Noto: “Il premierato piace agli italiani e non solo a quelli di destra. Lo stesso non vale per l’autonomia”
ANTONIO NOTO SONDAGGISTA E DIRETTORE DI IPR MARKETING
di EDOARDO SIRIGNANO
“Il premierato piace agli italiani, non solo a quelli di destra. Stesso discorso non vale per l’autonomia, la quale non convince neanche il Nord del Paese”. A dirlo il sondaggista Antonio Noto.
Gli italiani sono favorevoli o meno al premierato?
Se con questo termine intendiamo l’elezione diretta del presidente piace e non poco. È un dato storico, non dell’ultimo mese. Gli italiani la pensavano, allo stesso modo, anche prima del governo Meloni.
Il tema fa breccia più a destra o a sinistra?
È trasversale. Non c’è una netta prevalenza di un’area politica rispetto a un’altra. Il concetto del premierato che convince l’opinione pubblica è il seguente: il cittadino deve scegliere chi guida il Paese. Non c’è, d’altronde, chi non vuole che i cittadini siano maggiormente coinvolti nelle decisioni.
In tanti, però, vogliono diversificarsi sull’argomento. Calenda, ad esempio, ha rotto con Renzi proprio sulle riforme. L’opinione pubblica a chi darà ragione?
Se le persone, in maggioranza, vogliono il premierato probabilmente daranno ragione a chi ha sposato questa battaglia. Detto ciò, non è un tema che scalda più di tanto gli animi della gente comune.
Quali sono le priorità in questo autunno?
Economia, sanità e lavoro. Ciò, però, non significa che uno Stato non debba affrontare le riforme istituzionali. Se chiedi a un italiano se è favorevole a un presidente votato dalla gente è certamente d’accordo, ma se invece vuoi da chiunque sapere cosa dovrebbe fare la politica nei prossimi mesi ti dirà che i problemi sono altri. Urgenza viene percepita la lotta alla disoccupazione e agli aumenti. Stiamo parlando, comunque, di cose indipendenti tra loro. Se metto mano alle riforme, non significa che intendo dimenticarmi del lavoro.
Sulle riforme altro nodo complesso è quello sull’autonomia. Come viene visto dagli italiani?
Assolutamente no! Il massimo della contrarietà c’è al Sud, ma neanche il Nord, al contrario di come si dice, è così tanto favorevole. Non c’è il plebiscito che si vuol far passare.
I governatori dicono che rappresenta un ulteriore scippo per il Sud.

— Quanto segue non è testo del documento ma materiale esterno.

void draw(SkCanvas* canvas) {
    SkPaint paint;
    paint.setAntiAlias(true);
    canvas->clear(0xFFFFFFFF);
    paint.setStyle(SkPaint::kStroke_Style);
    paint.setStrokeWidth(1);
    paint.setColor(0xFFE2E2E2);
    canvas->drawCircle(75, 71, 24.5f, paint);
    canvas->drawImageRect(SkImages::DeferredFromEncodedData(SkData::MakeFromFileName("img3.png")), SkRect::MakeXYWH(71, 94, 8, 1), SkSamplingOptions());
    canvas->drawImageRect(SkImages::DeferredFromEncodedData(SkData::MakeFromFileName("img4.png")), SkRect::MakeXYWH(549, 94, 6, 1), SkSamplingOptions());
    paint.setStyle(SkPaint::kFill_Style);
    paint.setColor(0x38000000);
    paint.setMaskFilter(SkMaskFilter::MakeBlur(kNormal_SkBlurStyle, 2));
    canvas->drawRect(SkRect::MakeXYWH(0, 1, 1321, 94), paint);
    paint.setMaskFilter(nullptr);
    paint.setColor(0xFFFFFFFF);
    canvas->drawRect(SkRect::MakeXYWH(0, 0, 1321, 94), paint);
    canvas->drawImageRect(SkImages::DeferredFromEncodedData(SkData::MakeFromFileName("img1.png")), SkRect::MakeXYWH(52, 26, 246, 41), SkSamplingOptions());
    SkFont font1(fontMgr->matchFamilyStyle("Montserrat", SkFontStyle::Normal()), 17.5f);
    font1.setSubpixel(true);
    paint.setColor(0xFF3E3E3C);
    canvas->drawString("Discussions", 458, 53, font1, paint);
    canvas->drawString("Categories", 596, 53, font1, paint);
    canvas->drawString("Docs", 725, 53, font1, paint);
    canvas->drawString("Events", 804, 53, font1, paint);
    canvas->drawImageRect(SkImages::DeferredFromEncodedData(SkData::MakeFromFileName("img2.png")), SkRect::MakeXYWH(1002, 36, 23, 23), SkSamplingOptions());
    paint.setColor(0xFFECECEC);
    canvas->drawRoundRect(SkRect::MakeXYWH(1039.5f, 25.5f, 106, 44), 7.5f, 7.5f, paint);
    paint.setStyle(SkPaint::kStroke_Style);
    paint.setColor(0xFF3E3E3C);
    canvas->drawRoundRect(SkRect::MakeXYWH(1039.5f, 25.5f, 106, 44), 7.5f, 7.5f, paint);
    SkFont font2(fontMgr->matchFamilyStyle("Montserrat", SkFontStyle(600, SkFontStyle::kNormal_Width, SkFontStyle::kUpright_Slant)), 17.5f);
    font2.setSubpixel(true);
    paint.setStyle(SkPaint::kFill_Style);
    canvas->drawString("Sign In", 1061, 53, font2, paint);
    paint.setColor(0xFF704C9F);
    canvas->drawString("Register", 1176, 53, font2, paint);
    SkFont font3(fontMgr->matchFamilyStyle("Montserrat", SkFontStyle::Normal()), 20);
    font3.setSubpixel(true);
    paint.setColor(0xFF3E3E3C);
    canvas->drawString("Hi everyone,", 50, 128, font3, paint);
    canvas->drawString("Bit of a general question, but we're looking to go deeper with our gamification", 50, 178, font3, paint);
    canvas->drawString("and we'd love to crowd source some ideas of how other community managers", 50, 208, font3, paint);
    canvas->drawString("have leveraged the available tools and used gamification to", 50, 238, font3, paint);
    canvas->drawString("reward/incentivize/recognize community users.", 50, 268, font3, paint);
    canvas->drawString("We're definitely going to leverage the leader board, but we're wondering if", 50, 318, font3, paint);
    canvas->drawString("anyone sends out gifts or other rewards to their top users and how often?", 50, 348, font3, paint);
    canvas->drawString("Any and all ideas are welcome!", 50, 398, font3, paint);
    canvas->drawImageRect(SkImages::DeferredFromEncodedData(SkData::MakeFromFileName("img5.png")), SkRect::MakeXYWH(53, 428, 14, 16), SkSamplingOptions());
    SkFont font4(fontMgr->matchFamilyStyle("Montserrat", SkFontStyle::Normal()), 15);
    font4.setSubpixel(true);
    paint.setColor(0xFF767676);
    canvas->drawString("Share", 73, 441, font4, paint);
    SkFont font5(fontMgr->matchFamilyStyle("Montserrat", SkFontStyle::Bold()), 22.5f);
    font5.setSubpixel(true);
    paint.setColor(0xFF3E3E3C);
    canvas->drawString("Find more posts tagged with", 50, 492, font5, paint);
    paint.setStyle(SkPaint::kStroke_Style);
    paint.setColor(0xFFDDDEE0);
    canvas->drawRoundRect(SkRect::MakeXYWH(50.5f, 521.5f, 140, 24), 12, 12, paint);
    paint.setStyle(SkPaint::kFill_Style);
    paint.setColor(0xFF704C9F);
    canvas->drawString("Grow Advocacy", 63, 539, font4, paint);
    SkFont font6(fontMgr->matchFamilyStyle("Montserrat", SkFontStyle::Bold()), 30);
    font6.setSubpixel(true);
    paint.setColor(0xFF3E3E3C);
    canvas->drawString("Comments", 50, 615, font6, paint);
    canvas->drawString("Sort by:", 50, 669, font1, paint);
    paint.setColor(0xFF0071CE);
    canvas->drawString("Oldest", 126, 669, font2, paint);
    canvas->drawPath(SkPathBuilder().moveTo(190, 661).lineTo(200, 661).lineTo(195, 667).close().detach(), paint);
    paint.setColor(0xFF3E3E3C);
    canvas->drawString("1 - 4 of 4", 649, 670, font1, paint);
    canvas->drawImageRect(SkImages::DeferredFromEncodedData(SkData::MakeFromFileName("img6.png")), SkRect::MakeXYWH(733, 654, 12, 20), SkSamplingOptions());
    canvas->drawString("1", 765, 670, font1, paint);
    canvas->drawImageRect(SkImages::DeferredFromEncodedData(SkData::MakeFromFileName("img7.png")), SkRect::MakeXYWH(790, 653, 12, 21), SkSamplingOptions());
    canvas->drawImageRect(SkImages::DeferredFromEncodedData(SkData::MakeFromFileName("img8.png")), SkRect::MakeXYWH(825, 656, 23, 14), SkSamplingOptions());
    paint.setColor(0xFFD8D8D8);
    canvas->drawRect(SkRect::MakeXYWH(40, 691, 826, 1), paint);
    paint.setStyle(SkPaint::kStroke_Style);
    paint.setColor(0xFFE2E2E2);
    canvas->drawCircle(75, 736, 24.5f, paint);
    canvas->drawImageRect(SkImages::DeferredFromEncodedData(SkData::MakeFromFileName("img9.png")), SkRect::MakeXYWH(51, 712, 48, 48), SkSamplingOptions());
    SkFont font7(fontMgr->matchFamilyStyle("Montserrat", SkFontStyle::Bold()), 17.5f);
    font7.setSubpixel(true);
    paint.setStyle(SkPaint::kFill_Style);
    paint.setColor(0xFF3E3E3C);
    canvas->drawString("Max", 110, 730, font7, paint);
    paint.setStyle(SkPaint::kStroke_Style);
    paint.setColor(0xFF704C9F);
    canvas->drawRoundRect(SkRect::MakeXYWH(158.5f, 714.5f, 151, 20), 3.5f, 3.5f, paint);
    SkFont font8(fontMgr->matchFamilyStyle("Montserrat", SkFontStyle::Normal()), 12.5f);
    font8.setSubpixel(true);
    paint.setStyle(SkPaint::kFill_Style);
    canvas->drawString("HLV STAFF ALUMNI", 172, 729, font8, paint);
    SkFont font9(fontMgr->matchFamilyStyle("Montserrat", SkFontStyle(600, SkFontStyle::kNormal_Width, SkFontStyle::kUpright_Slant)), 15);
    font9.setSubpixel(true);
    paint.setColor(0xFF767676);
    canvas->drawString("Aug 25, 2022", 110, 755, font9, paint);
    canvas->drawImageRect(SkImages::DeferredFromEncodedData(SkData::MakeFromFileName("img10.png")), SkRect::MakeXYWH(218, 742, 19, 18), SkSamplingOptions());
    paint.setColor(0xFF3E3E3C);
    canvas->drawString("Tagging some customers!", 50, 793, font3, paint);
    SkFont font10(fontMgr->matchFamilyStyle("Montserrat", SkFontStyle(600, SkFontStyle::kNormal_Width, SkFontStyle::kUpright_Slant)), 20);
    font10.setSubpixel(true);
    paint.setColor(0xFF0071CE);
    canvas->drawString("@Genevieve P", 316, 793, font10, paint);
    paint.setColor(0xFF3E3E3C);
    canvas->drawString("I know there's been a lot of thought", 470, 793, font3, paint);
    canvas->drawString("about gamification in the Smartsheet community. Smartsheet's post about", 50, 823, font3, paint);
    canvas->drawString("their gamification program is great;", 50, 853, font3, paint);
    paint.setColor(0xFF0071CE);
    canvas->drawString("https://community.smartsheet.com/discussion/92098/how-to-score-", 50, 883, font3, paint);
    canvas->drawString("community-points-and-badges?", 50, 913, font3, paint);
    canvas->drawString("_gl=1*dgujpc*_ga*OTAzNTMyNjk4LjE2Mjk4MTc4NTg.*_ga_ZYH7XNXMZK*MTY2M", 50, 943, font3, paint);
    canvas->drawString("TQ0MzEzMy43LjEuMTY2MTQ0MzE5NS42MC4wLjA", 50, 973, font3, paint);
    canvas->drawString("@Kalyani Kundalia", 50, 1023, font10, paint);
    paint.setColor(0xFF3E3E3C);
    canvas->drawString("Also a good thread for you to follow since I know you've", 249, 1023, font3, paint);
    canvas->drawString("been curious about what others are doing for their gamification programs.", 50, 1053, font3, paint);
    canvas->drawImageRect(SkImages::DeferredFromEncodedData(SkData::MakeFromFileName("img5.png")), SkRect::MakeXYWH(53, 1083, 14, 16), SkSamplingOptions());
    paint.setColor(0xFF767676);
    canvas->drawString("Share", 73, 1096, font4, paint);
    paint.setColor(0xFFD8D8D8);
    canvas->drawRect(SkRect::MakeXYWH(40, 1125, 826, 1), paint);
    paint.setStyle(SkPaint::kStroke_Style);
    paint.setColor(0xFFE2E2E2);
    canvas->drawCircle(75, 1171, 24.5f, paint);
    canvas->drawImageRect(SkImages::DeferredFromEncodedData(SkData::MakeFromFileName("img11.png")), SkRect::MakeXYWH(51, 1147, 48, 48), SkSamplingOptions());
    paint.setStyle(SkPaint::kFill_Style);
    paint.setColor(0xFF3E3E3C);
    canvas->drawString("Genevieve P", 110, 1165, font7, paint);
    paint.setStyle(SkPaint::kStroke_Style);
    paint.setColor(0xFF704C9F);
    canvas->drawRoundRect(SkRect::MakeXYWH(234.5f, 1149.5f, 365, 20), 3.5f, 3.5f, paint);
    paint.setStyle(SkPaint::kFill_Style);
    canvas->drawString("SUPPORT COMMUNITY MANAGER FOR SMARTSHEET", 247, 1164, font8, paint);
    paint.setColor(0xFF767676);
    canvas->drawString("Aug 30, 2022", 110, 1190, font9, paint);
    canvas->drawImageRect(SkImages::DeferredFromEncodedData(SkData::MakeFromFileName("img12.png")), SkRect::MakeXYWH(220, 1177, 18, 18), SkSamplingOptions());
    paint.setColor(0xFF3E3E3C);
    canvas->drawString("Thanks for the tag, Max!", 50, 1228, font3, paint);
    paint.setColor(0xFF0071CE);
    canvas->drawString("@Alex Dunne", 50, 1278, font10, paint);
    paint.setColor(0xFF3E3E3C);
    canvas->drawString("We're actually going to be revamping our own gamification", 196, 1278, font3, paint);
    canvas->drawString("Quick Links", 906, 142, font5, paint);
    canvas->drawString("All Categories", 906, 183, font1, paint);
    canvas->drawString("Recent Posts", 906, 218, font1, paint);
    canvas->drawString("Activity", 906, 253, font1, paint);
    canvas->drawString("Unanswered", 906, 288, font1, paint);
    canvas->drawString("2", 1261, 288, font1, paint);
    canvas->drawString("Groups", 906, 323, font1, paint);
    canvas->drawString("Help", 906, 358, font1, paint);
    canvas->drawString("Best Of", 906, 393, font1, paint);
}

È d’accordo?
Pochissimi sono coloro che sanno cosa si vuole realmente fare. Il fatto di per sé che questa battaglia abbia il cappello della Lega, pertanto, influisce sulla percezione della massa. Sembra un provvedimento fatto a favore del Nord e non di tutti. Il problema, quindi, non è tanto il contenuto che si vuole proporre, ma il racconto che viene proposto. È come se esistesse un partito del Sud che chiede l’indipendenza del Mezzogiorno. Chi vive a Milano lo guarderebbe con scetticismo.
La scelta giusta, magari, potrebbe essere ricorrere a un referendum. In questo caso, però, Meloni rischia di fare la fine di Renzi…
Sull’autonomia, in un certo senso, già c’è stato un referendum e non è successo niente. Importante è capire come gestirlo. Per Renzi è stato fatale perché ha alzato il tiro, ha fatto una scommessa. A Meloni basterà semplicemente non personalizzare. Interessante, d’altronde, capire quali sono le posizioni delle altre forze di maggioranza, a parte la Lega, sull’autonomia. Non conviene, ad esempio, a Forza Italia e Fratelli d’Italia, forze fortissime al Sud.
Una diversità di vedute che certifica la spaccatura all’interno della maggioranza di cui si parla tanto negli ultimi giorni…
Esiste su alcuni temi, ma è ininfluente. In questo momento, non c’è un’opposizione in grado di subentrare alla maggioranza. Una vera resa dei conti ci sarà probabilmente dopo le europee, quando ci sarà chi avrà guadagnato consenso e chi lo ha perso. Fino a quel momento, sono tutte normali fibrillazioni.
A seguito dell’ultima uscita di Vannacci, si parla della nascita di un soggetto politico più a destra di Meloni. Esiste lo spazio per un altro partito in quel campo?
Gli spazi ci sono sempre. Occorre, al contrario, capire quanto spazio possa ritagliarsi un partito del genere. Quando il Pci ha cambiato nome, fino a diventare Partito Democratico, Rifondazione Comunista arrivò addirittura al 10 per cento. Dopo qualche anno, però, è svanita. Lo stesso potrebbe accadere dall’altra parte dello schieramento. Meloni, spostandosi a centro, lascia aperto un campo. Ciò, però, non garantisce un successo a chi lo occupa.